Database Failure
Incident Report for TodaysMeet

At 10:09:40 EST (15:09:40 GMT) a hardware failure caused a database host to be uncleanly shut down, taking the site offline. The unclean shutdown resulted in severe database corruption on reboot. The corruption significantly increased the downtime and resulted in data loss as some messages were unrecoverable.

Timeline

All times EST.

  • 10:08:25: Last recoverable message is posted.
  • 10:09:40: TodaysMeet's service provider was alerted to a hardware issue affecting our database host. TodaysMeet stops accepting new messages.
  • 10:10:37: External monitoring detected that TodaysMeet was down
  • 10:12:57: External monitoring issues alerts. (Unfortunately, I was on the subway at the time, and didn't receive the notifications until 10:31 EST.)
  • 10:17:32: Service provider opens a support ticket informing me of the issue.
  • 10:17: Service provider shuts down the database host.
  • 10:22: Service provider reboots the database host.
  • 10:28:52: Service provider updates support ticket saying that the database host is coming back online. TodaysMeet data is encrypted-at-rest, and while the host has recovered, the database is not yet available.
  • 10:31: I get out of the subway and see the alerts, updates from the provider, and detailed error messages.
  • ~10:40: I'm able to get online and attempt to restart the database server.
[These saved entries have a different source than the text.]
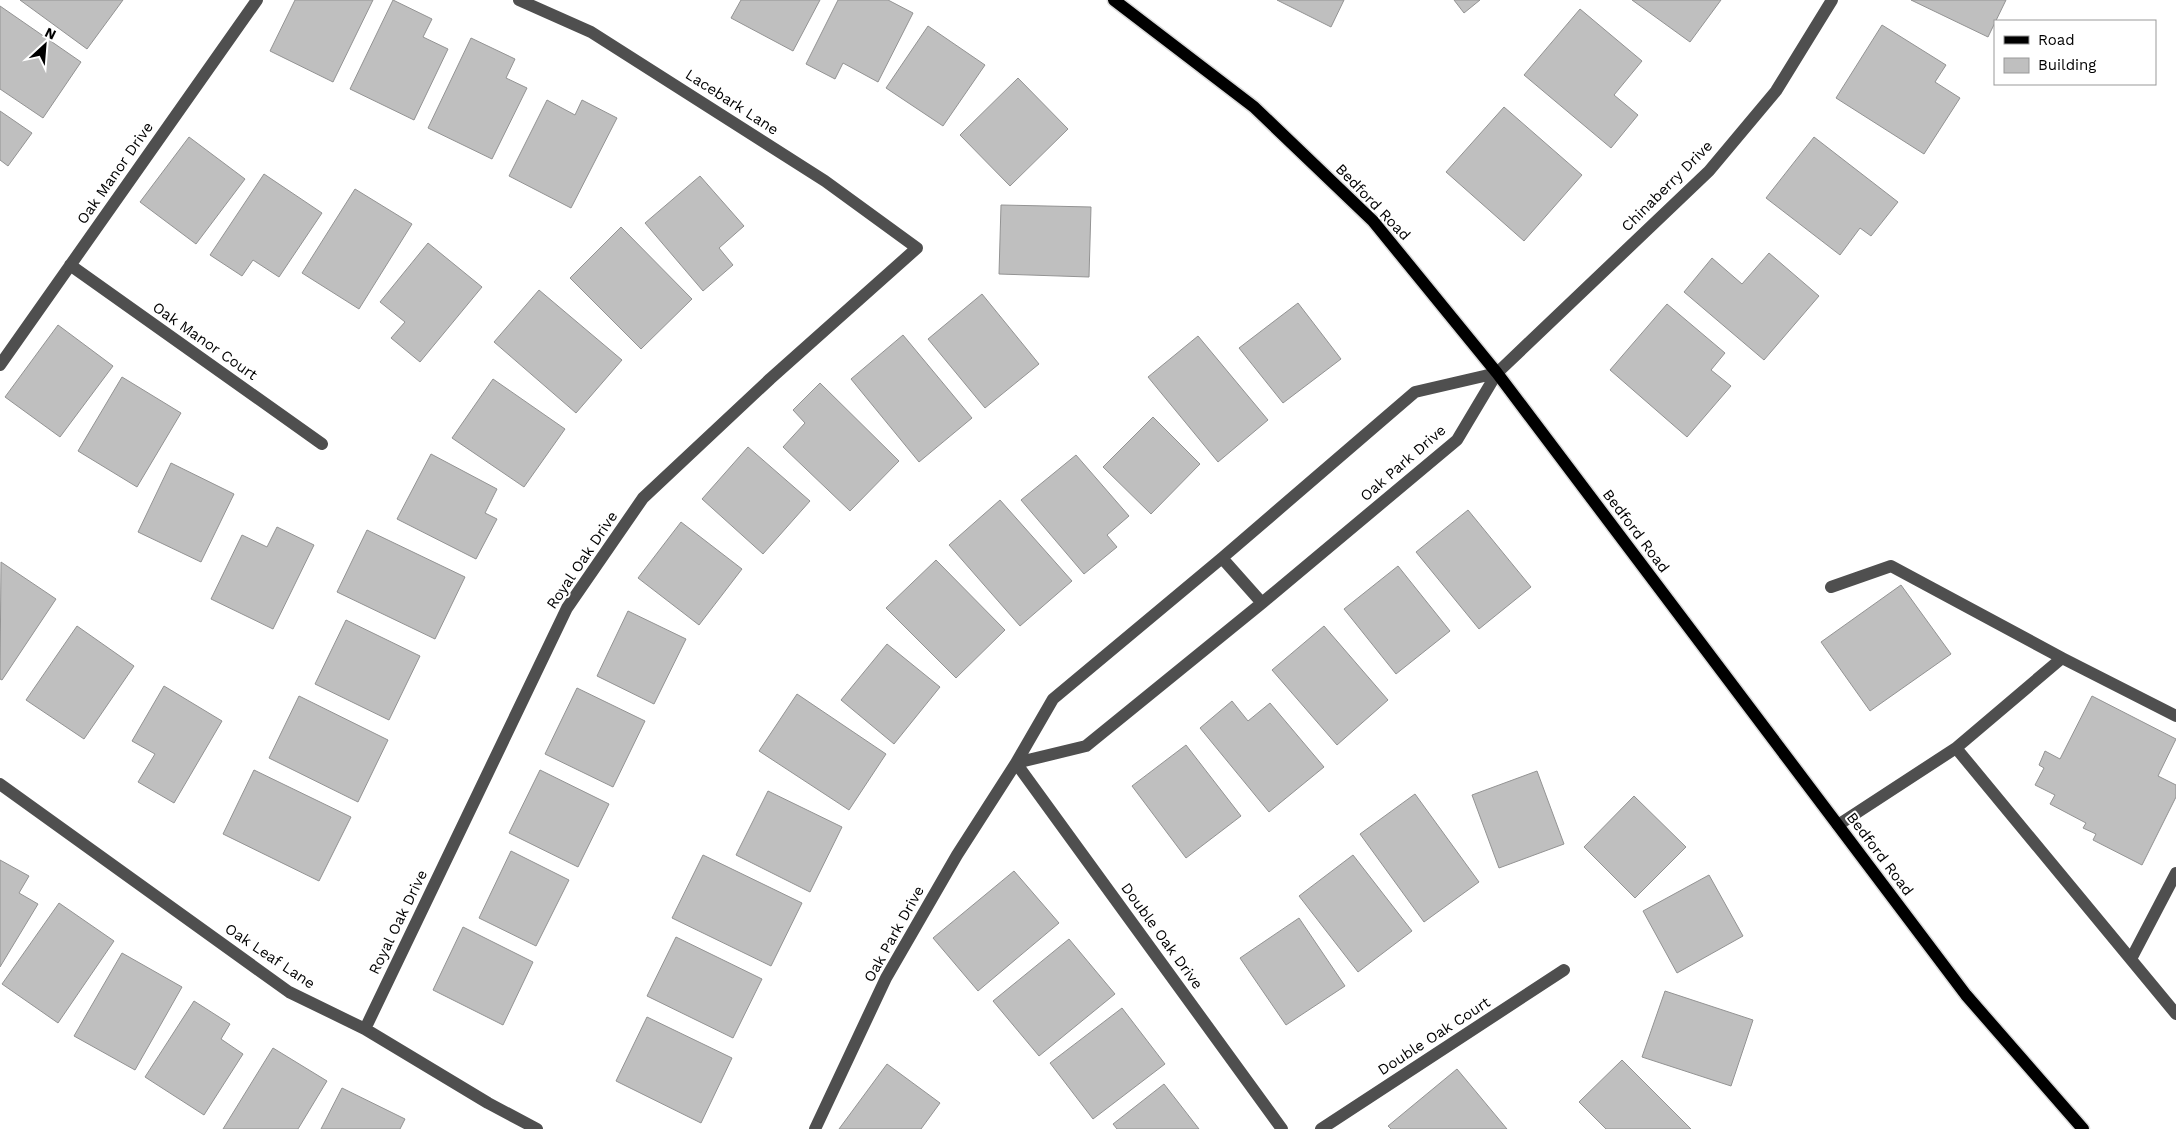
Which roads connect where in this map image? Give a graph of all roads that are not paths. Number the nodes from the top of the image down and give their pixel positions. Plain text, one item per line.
1 (258, 0) edge
2 (520, 0) edge
3 (1114, 0) edge
4 (1832, 0) edge
5 (916, 248) joint
6 (70, 265) junction
7 (0, 365) edge
8 (1497, 373) junction
9 (322, 444) dead end
10 (1222, 558) junction
11 (1831, 587) dead end
12 (1262, 603) junction
13 (2062, 658) junction
14 (2176, 716) edge
15 (1956, 748) junction
16 (1016, 763) junction
17 (0, 784) edge
18 (1838, 825) junction
19 (2176, 873) edge
20 (2131, 959) junction
21 (1564, 970) dead end
22 (2176, 1014) edge
23 (365, 1029) junction
24 (537, 1129) edge
25 (815, 1129) edge
26 (1282, 1129) edge
27 (1321, 1129) edge
28 (2083, 1129) edge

The attempt fails because data was corrupted. I begin researching recovery steps.
  • 10:46: I open an incident on the status site and attempt recovery steps. Corruption is severe and is hampering the recovery process.
  • 11:06: The site goes into maintenance mode.
  • ~12:45: Able to recover messages up to 10:08:25.
  • ~12:55: Begin reloading message data. While messages are loading, investigate scope of data loss.
  • ~14:00: Identify last recovered message and last posted message. Identify rooms created between 10:08:25 and 10:09:40.
  • ~14:40: Message data is reloaded, manually testing and verifying data integrity, and restoring missing rooms.
  • 15:19: Using automated tools to verify data integrity.
  • 15:48: Site restored.

Data Lost or Recovered

  • Messages posted to rooms between 10:08:25 and 10:09:40 were unrecoverable due to file corruption.
  • Rooms created between 10:08:25 and 10:09:40 were recoverable from external log data, and have been restored. Some settings (e.g. access controls or paused status) may not have been recovered.
Posted over 1 year ago. Jan 15, 2016 - 17:32 EST

Resolved
Continuing to closely monitor the site, but things look healthy.
Posted over 1 year ago. Jan 15, 2016 - 16:17 EST
Update
TodaysMeet is back online! I'm staying close and carefully monitoring everything. If you see issues, please contact help@todaysmeet.com ASAP.
Posted over 1 year ago. Jan 15, 2016 - 15:49 EST
Update
Continuing to perform all the tests I can think of to verify that all the possible data has been restored and is correct and stable.
Posted over 1 year ago. Jan 15, 2016 - 15:30 EST
Monitoring
Most data has been recovered, and is being tested.
Posted over 1 year ago. Jan 15, 2016 - 15:04 EST
Identified
The issue has been identified and a fix is being implemented.
Posted over 1 year ago. Jan 15, 2016 - 14:20 EST
Update
A recovery effort is progressing. Still no ETA, but I hope to begin testing it soon. Hoping to minimize data loss.
Posted over 1 year ago. Jan 15, 2016 - 13:31 EST
Update
There is no ETA to restore the service at this time. This was a catastrophic failure. Continuing to investigate data recovery options.
Posted over 1 year ago. Jan 15, 2016 - 12:33 EST
Update
Currently working on database recovery options.
Posted over 1 year ago. Jan 15, 2016 - 11:10 EST
Investigating
Currently investigating and trying to get service back up and running ASAP.
Posted over 1 year ago. Jan 15, 2016 - 10:46 EST